Abstract:
Concrete generally is brittle material and having low tensile strength. These
undesirable properties have greater effect on the shear behavior of concrete. The
shear behavior, shear strength and shear failure mechanism of nonFIBER and
FIBER reinforced concrete Beams without shear reinforcement (RC and FRC
Beams) were investigated. The use of FIBER in concrete modifies shear behavior
to be more ductile and enhances shear strength by resisting formation and growth
of cracks. Shear strength is a quite complex system to be predicted and analyzed
accurately as there are several factors affecting it. And yet, there is no agreed
rational procedure to design of shear of RC and FRC Beams, although, several
empirical and theoretical models have been proposed to attempt acquiring adequate
equations with good accuracy for designing engineers.

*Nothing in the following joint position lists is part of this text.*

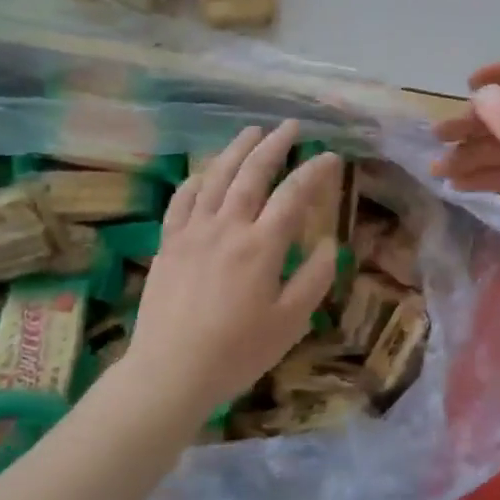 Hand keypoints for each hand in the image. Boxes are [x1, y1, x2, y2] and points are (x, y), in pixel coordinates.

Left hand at [117, 121, 339, 420]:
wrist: (169, 372)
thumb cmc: (237, 352)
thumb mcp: (290, 322)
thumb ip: (314, 278)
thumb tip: (330, 244)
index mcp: (261, 246)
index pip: (294, 195)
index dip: (314, 171)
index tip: (331, 156)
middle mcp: (227, 227)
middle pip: (253, 173)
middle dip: (275, 145)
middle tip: (291, 126)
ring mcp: (193, 232)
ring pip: (216, 177)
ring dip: (236, 150)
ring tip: (252, 131)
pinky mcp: (169, 243)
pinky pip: (182, 199)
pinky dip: (197, 179)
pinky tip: (205, 172) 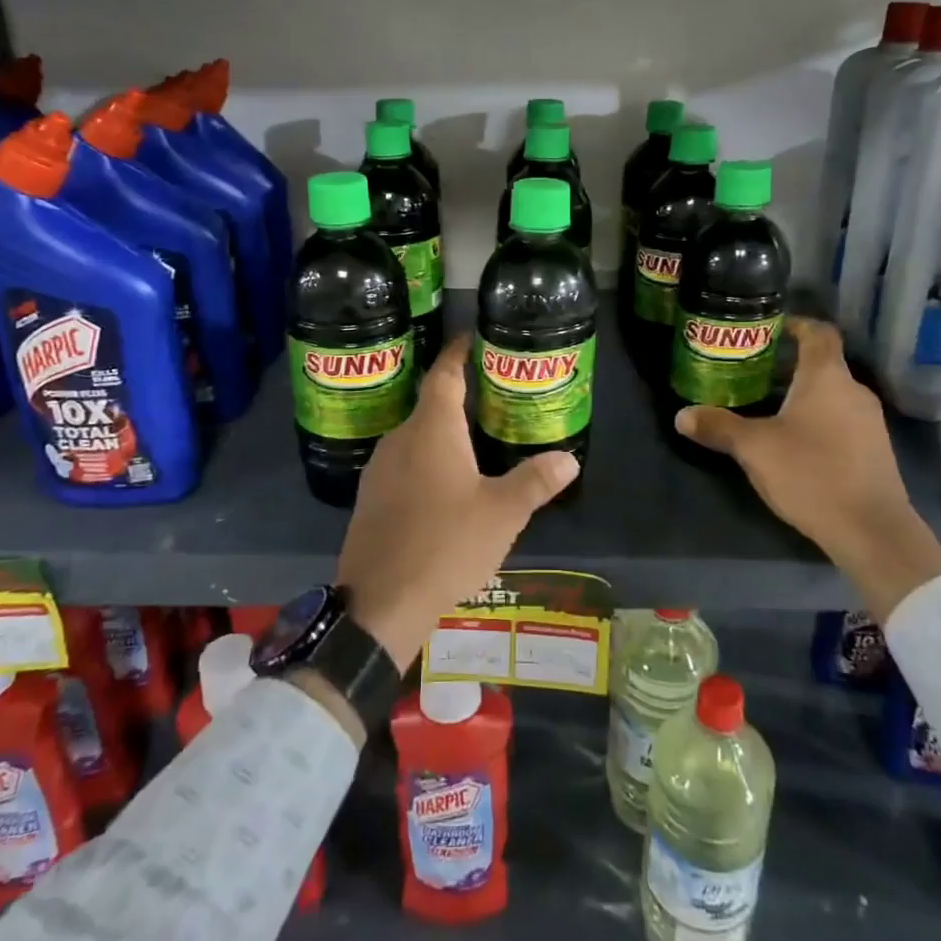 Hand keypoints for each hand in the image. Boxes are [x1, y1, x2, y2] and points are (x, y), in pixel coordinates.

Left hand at [337, 335, 578, 671]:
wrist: (380, 602)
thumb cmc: (446, 544)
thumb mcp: (502, 513)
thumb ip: (536, 481)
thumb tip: (569, 459)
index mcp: (432, 429)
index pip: (444, 374)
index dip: (458, 352)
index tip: (472, 337)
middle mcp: (400, 438)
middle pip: (429, 403)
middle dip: (458, 395)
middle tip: (492, 395)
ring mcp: (379, 468)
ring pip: (416, 436)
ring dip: (442, 431)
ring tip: (474, 438)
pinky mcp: (371, 497)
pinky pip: (404, 463)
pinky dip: (426, 459)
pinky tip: (445, 483)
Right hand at [675, 317, 940, 618]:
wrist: (871, 530)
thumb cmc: (811, 473)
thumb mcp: (754, 449)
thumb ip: (718, 427)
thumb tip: (682, 415)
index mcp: (827, 377)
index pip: (818, 332)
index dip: (796, 324)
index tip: (769, 327)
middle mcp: (853, 391)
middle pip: (824, 363)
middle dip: (790, 363)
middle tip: (754, 369)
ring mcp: (869, 421)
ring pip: (832, 393)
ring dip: (803, 393)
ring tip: (769, 404)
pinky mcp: (874, 449)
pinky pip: (842, 418)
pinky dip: (818, 417)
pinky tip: (796, 439) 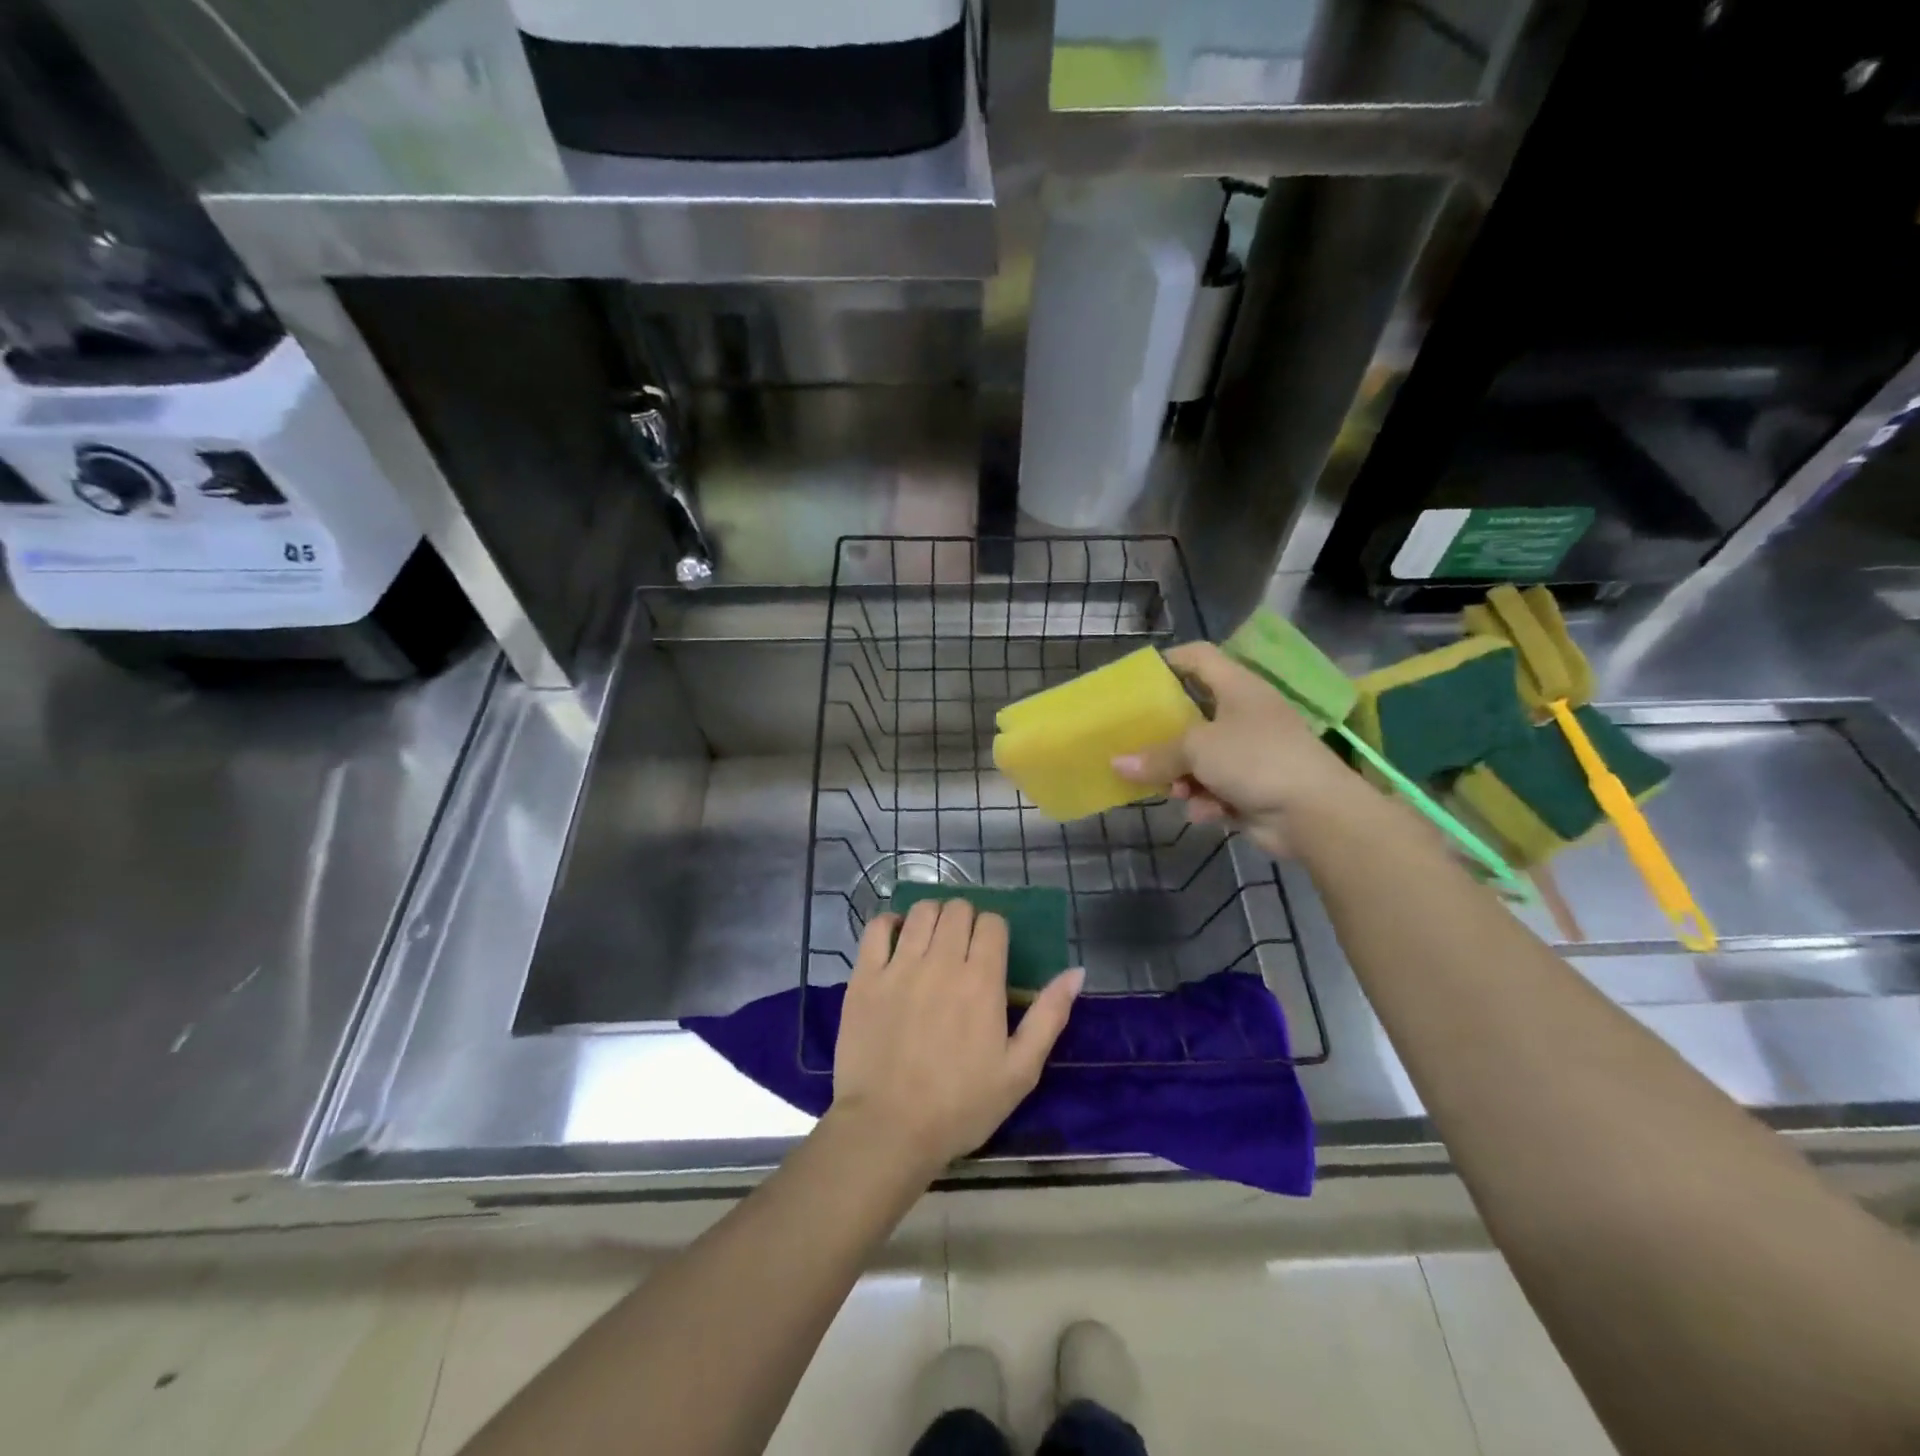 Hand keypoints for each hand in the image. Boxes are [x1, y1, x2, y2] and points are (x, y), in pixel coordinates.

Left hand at [831, 899, 1082, 1175]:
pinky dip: (890, 924)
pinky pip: (877, 928)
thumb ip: (1049, 1015)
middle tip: (962, 950)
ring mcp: (899, 966)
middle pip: (958, 909)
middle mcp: (941, 961)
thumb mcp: (1020, 1071)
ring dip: (932, 918)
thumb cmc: (960, 1106)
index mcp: (981, 980)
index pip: (993, 922)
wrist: (888, 1130)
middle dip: (966, 921)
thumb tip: (1077, 972)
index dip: (995, 932)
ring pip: (921, 911)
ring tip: (932, 943)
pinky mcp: (865, 976)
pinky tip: (897, 941)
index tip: (991, 954)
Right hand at [1112, 641, 1359, 856]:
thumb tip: (1117, 763)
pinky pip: (1216, 788)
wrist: (1315, 812)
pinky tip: (1205, 813)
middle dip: (1165, 737)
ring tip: (1175, 792)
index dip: (1169, 661)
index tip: (1138, 680)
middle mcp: (1244, 714)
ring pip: (1200, 758)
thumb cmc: (1255, 759)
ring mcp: (1251, 752)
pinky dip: (1207, 800)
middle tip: (1138, 747)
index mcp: (1237, 688)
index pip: (1200, 657)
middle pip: (1193, 715)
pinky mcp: (1253, 786)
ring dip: (1183, 777)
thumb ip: (1156, 755)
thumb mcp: (1197, 749)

Artificial Neural Networks (ANNs) modeling technique was used in this research
to predict shear strength of RC and FRC Beams. One ANN Model was built of
three layers feed-forward with back propagation system and consists of nine input
nodes, nine hidden layer nodes and one output node. The ANN Model was
developed by the Optimization Modeling System "Solver" in the Microsoft Office
Excel (2007) and using 177 set of actual and reliable data collected from previous
studies. The developed ANN Model gave better performance when was evaluated
and compared with: (1) current design codes equations (ACI 318-08, EC2-04,
BS8110-97 and Spanish EHE-99) and (2) The proposed empirical/theoretical
equations for shear strength of FRC Beams (Sharma-86, Narayanan and Darwish-
87, Ashour et al -92, Imam et al.-97 and Khuntia et al.- 99). The developed ANN
Model was also used to evaluate the effect of the parameters governing shear
strength of the RC and FRC Beams.